** Recorded data **
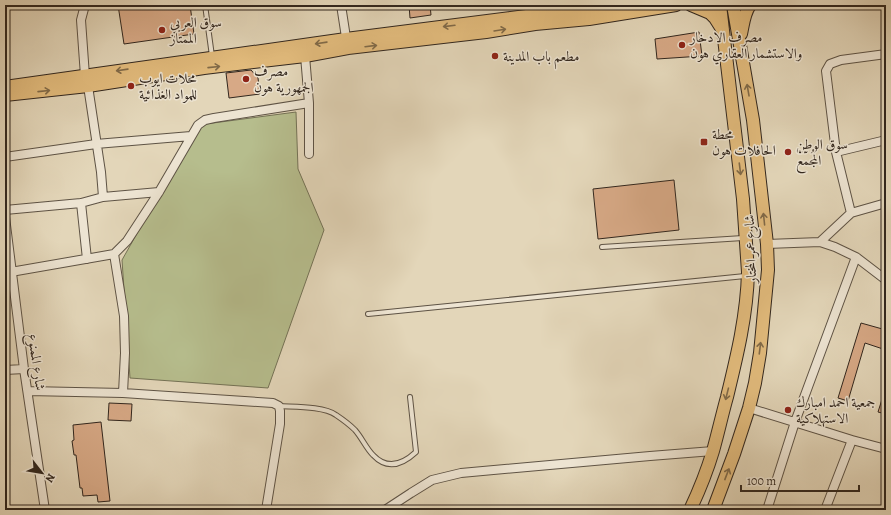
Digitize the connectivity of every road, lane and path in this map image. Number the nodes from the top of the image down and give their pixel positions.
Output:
1 (85, 5) edge
2 (205, 5) edge
3 (341, 5) edge
4 (613, 5) edge
5 (676, 5) edge
6 (691, 5) edge
7 (720, 5) edge
8 (733, 5) edge
9 (750, 5) edge
10 (532, 15) edge
11 (723, 31) junction
12 (739, 41) junction
13 (347, 44) junction
14 (886, 54) edge
15 (305, 56) junction
16 (212, 58) junction
17 (230, 61) junction
18 (86, 81) junction
19 (5, 87) edge
20 (5, 95) edge
21 (309, 103) junction
22 (191, 136) junction
23 (886, 140) edge
24 (96, 144) junction
25 (836, 152) junction
26 (309, 154) dead end
27 (5, 157) edge
28 (160, 192) junction
29 (103, 197) junction
30 (81, 203) junction
31 (886, 203) edge
32 (5, 210) edge
33 (851, 213) junction
34 (5, 217) edge
35 (746, 238) junction
36 (820, 242) junction
37 (767, 244) junction
38 (602, 247) dead end
39 (114, 254) junction
40 (856, 257) junction
41 (87, 259) junction
42 (9, 272) edge
43 (748, 279) junction
44 (886, 280) edge
45 (768, 281) junction
46 (368, 314) dead end
47 (24, 369) junction
48 (5, 370) edge
49 (28, 391) junction
50 (123, 393) junction
51 (410, 397) dead end
52 (279, 406) junction
53 (749, 408) junction
54 (795, 422) junction
55 (852, 440) junction
56 (886, 449) edge
57 (713, 451) junction
58 (45, 510) edge
59 (266, 510) edge
60 (385, 510) edge
61 (690, 510) edge
62 (713, 510) edge
63 (767, 510) edge
64 (825, 510) edge

1 - 18 street
2 - 16 lane
3 - 13 street
4 - 10 main road
5 - 10 main road
6 - 11 main road
7 - 11 main road, شارع عمر المختار
8 - 12 main road, شارع عمر المختار
9 - 12 main road
10 - 13 main road
11 -> 35 main road, شارع عمر المختار
37 -> 12 main road, شارع عمر المختار
13 - 15 main road
13 -> 17 main road
14 - 25 street
15 - 17 main road
15 - 21 street
16 - 17 main road
16 -> 18 main road
18 -> 17 main road
18 - 19 main road
20 -> 18 main road
18 - 24 street
21 - 22 street
21 - 26 street
22 - 24 street
22 - 28 street
23 - 25 street
24 - 27 street
24 - 29 street
25 - 33 street
28 - 29 street
28 - 39 street
29 - 30 street
30 - 32 street
30 - 41 street
31 - 33 street
33 - 36 street
34 - 42 street, شارع الممنوع
35 - 38 lane
35 - 43 main road, شارع عمر المختار
36 - 37 street
36 - 40 street
37 - 45 main road, شارع عمر المختار
39 - 41 street
39 - 50 street
40 - 44 street
40 - 54 street
41 - 42 street
42 - 47 street, شارع الممنوع
43 - 45 main road
43 - 46 lane
43 -> 57 main road, شارع عمر المختار
53 -> 45 main road, شارع عمر المختار
47 - 48 street
47 - 49 street, شارع الممنوع
49 - 50 street
49 - 58 street, شارع الممنوع
50 - 52 street
51 - 52 lane
52 - 59 street
53 - 54 street
62 -> 53 main road, شارع عمر المختار
54 - 55 street
54 - 63 street
55 - 56 street
55 - 64 street
57 - 60 street
57 - 61 main road, شارع عمر المختار

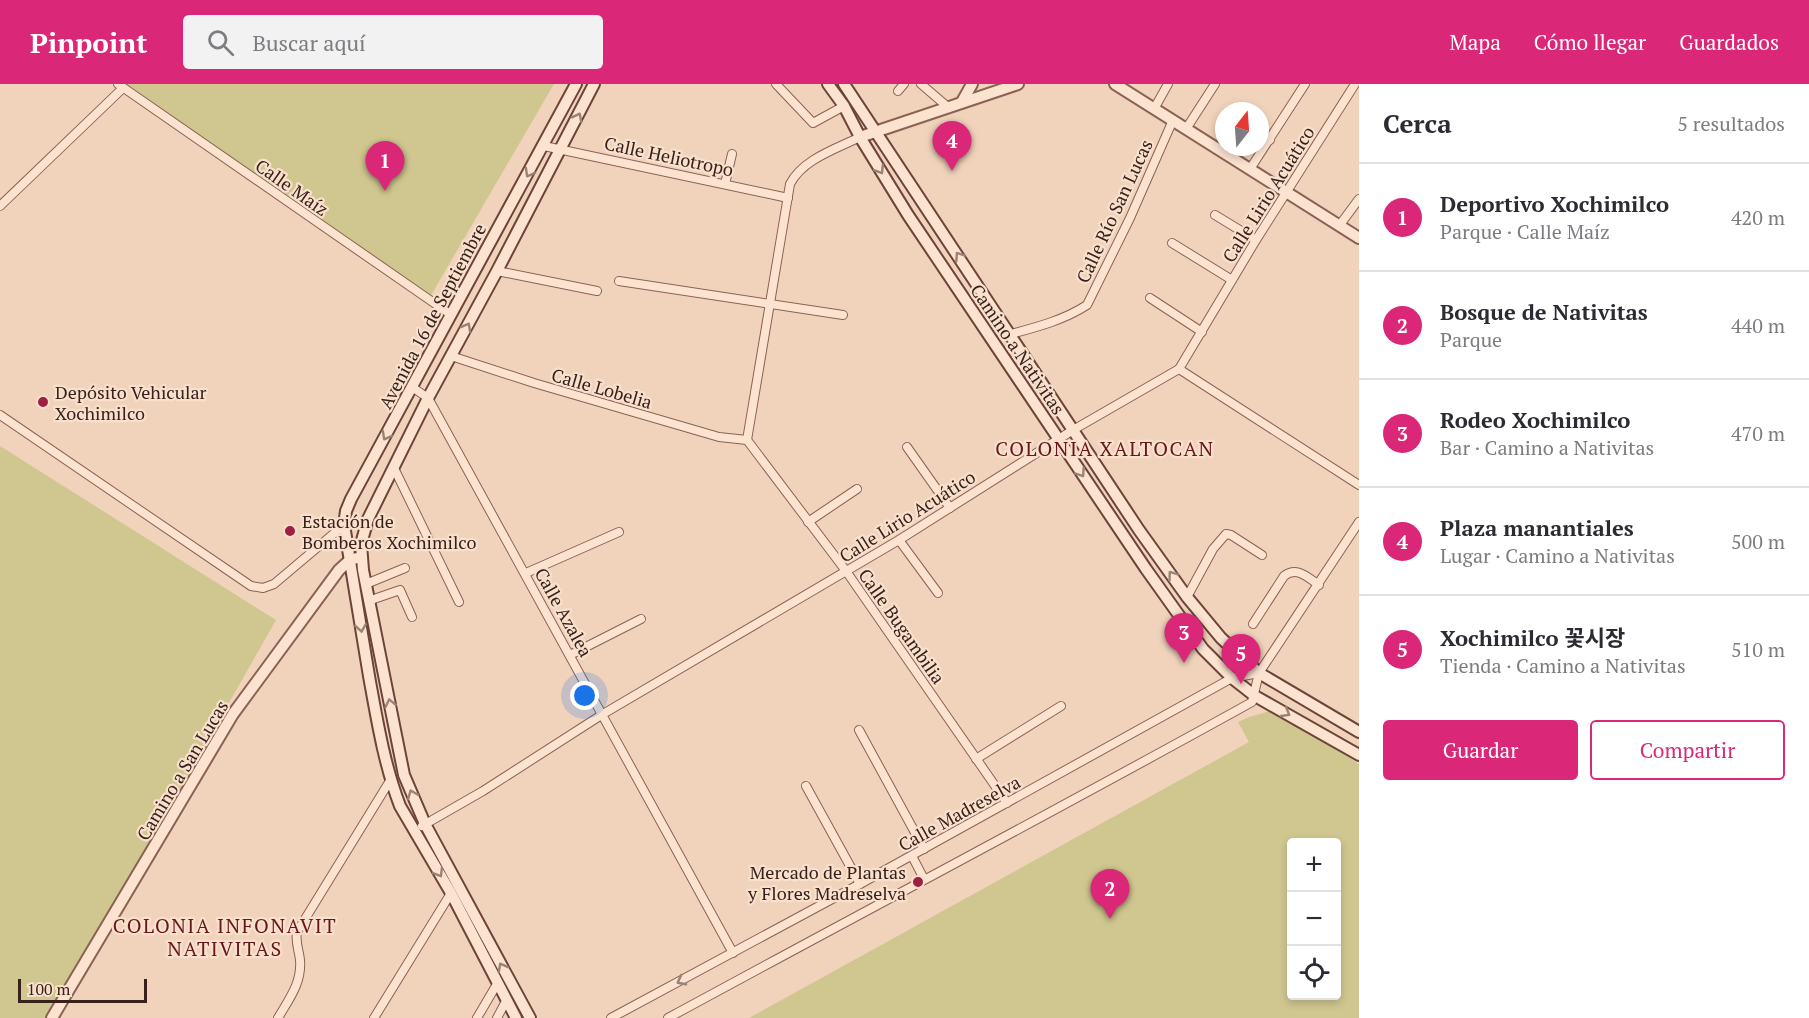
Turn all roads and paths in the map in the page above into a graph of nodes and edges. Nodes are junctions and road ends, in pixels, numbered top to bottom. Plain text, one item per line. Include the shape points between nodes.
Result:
1 (576, 84) edge
2 (594, 84) edge
3 (776, 84) edge
4 (828, 84) edge
5 (844, 84) edge
6 (904, 84) edge
7 (921, 84) edge
8 (972, 84) edge
9 (1018, 84) edge
10 (1115, 84) edge
11 (1168, 84) edge
12 (1215, 84) edge
13 (1305, 84) edge
14 (1355, 84) edge
15 (121, 86) edge
16 (898, 92) dead end
17 (962, 102) junction
18 (844, 106) junction
19 (949, 108) junction
20 (1154, 109) junction
21 (1173, 120) junction
22 (1186, 129) junction
23 (876, 132) junction
24 (860, 137) junction
25 (1270, 140) joint
26 (544, 146) junction
27 (562, 149) junction
28 (732, 154) dead end
29 (1250, 169) junction
30 (725, 184) junction
31 (1286, 192) junction
32 (788, 198) junction
33 (1359, 200) edge
34 (0, 206) edge
35 (1215, 215) dead end
36 (1340, 226) junction
37 (1359, 238) edge
38 (1256, 240) junction
39 (1172, 243) dead end
40 (497, 271) junction
41 (1232, 280) junction
42 (619, 281) dead end
43 (597, 291) dead end
44 (1150, 298) dead end
45 (769, 303) junction
46 (450, 314) junction
47 (843, 315) dead end
48 (1202, 333) junction
49 (1011, 334) junction
50 (451, 356) junction
51 (1179, 369) junction
52 (412, 387) junction
53 (428, 398) junction
54 (0, 415) edge
55 (1073, 430) junction
56 (747, 440) junction
57 (1059, 440) junction
58 (907, 447) dead end
59 (394, 468) junction
60 (1359, 485) edge
61 (857, 489) dead end
62 (950, 508) junction
63 (808, 522) junction
64 (1359, 522) edge
65 (344, 525) junction
66 (619, 532) dead end
67 (899, 540) junction
68 (1262, 555) dead end
69 (362, 557) junction
70 (350, 565) junction
71 (405, 568) dead end
72 (846, 571) junction
73 (526, 573) junction
74 (366, 584) junction
75 (1319, 585) junction
76 (938, 593) dead end
77 (1187, 597) junction
78 (370, 600) junction
79 (459, 602) dead end
80 (412, 617) dead end
81 (641, 620) dead end
82 (1253, 624) dead end
83 (570, 655) junction
84 (1259, 673) junction
85 (1232, 678) junction
86 (1255, 696) junction
87 (1061, 705) dead end
88 (603, 714) junction
89 (859, 730) dead end
90 (1359, 732) edge
91 (1359, 755) edge
92 (976, 759) junction
93 (391, 779) junction
94 (806, 786) dead end
95 (1007, 803) junction
96 (425, 824) junction
97 (414, 830) junction
98 (924, 849) junction
99 (912, 856) junction
100 (924, 879) junction
101 (860, 884) junction
102 (451, 892) junction
103 (733, 953) junction
104 (497, 984) junction
105 (506, 1001) junction
106 (52, 1018) edge
107 (278, 1018) edge
108 (374, 1018) edge
109 (477, 1018) edge
110 (497, 1018) edge
111 (516, 1018) edge
112 (530, 1018) edge
113 (611, 1018) edge
114 (668, 1018) edge

1 - 26 main road, Avenida 16 de Septiembre
27 -> 2 main road, Avenida 16 de Septiembre
3 - 18 street via 813,123
4 - 18 main road, Camino a Nativitas
5 - 23 main road, Camino a Nativitas
6 - 16 street
7 - 19 street
8 - 17 main road
9 - 17 main road
10 - 20 main road
11 - 20 street
12 - 22 street
13 - 25 street
14 - 31 street, Calle Lirio Acuático
15 - 34 street
15 - 46 street, Calle Maíz
17 - 19 main road
18 - 24 main road, Camino a Nativitas
19 - 23 main road
20 - 21 main road
21 - 22 main road
21 - 49 street, Calle Río San Lucas via 1087,305 1043,326
22 - 29 main road
23 - 24 main road
49 -> 23 main road, Camino a Nativitas
24 - 32 street via 811,161 796,173
24 -> 57 main road, Camino a Nativitas
25 - 29 street
26 - 27 street, Calle Heliotropo
26 -> 46 main road, Avenida 16 de Septiembre
27 - 30 street, Calle Heliotropo
27 - 40 main road, Avenida 16 de Septiembre
28 - 30 street
29 - 31 main road
30 - 32 street, Calle Heliotropo
31 - 36 main road
31 - 38 street, Calle Lirio Acuático
32 - 45 street
33 - 36 street
35 - 38 street
36 - 37 main road
38 - 41 street, Calle Lirio Acuático
39 - 41 street
40 - 43 street
50 -> 40 main road, Avenida 16 de Septiembre
41 - 48 street, Calle Lirio Acuático
42 - 45 street
44 - 48 street
45 - 47 street
45 - 56 street
46 - 52 main road, Avenida 16 de Septiembre
48 - 51 street, Calle Lirio Acuático
49 - 55 main road, Camino a Nativitas
50 - 53 main road, Avenida 16 de Septiembre
50 - 56 street, Calle Lobelia via 719,437
51 - 55 street, Calle Lirio Acuático
51 - 60 street
52 - 53 street, Calle Azalea
52 -> 65 main road, Avenida 16 de Septiembre via 351,499
53 - 59 main road, Avenida 16 de Septiembre
53 - 73 street, Calle Azalea
54 - 65 street via 251,586 263,588 274,584
55 - 57 street, Calle Lirio Acuático
77 -> 55 main road, Camino a Nativitas
56 - 63 street, Calle Bugambilia
57 - 62 street, Calle Lirio Acuático
57 -> 85 main road, Camino a Nativitas via 1203,649
58 - 62 street
59 - 69 main road, Avenida 16 de Septiembre via 368,519
59 - 79 street
61 - 63 street
62 - 67 street, Calle Lirio Acuático
63 - 72 street, Calle Bugambilia
64 - 75 street
65 - 70 main road, Avenida 16 de Septiembre
66 - 73 street
67 - 72 street, Calle Lirio Acuático
67 - 76 street
68 - 77 street via 1226,534 1213,549
69 - 70 main road
69 - 74 main road, Avenida 16 de Septiembre
70 -> 93 main road, Avenida 16 de Septiembre
70 - 106 main road, Camino a San Lucas via 339,570 234,714
71 - 74 street
72 - 88 street, Calle Lirio Acuático
72 - 92 street, Calle Bugambilia
73 - 83 street, Calle Azalea
74 - 78 main road, Avenida 16 de Septiembre
75 - 82 street via 1289,571
75 - 84 street
77 - 84 main road, Camino a Nativitas via 1221,638
78 - 80 street via 400,590
96 -> 78 main road, Avenida 16 de Septiembre via 404,775
81 - 83 street
83 - 88 street, Calle Azalea
84 - 85 street, Calle Madreselva
84 - 86 street
84 - 90 main road, Camino a Nativitas
85 - 86 main road, Camino a Nativitas
85 - 95 street, Calle Madreselva
86 -> 91 main road, Camino a Nativitas
86 - 100 street via 1252,702 1073,801
87 - 92 street
88 - 96 street, Calle Lirio Acuático
88 - 103 street, Calle Azalea
89 - 98 street
92 - 95 street, Calle Bugambilia
93 - 97 main road, Avenida 16 de Septiembre
93 - 107 street via 297,932 300,975
94 - 101 street
95 - 98 street, Calle Madreselva
96 - 97 street, Calle Lirio Acuático
112 -> 96 main road, Avenida 16 de Septiembre
97 -> 102 main road, Avenida 16 de Septiembre
98 - 99 street, Calle Madreselva
99 - 100 street
99 - 101 street, Calle Madreselva
100 - 114 street
101 - 103 street, Calle Madreselva
102 - 104 main road, Avenida 16 de Septiembre
102 - 108 street
103 -> 113 street, Calle Madreselva
104 - 105 main road, Avenida 16 de Septiembre
104 - 109 street
105 - 110 street
105 - 111 main road, Avenida 16 de Septiembre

** Task goal **
For every line of the data above that contains "الممنوع", copy that line.

** Output of the task **
34 - 42 street, شارع الممنوع
42 - 47 street, شارع الممنوع
47 - 49 street, شارع الممنوع
49 - 58 street, شارع الممنوع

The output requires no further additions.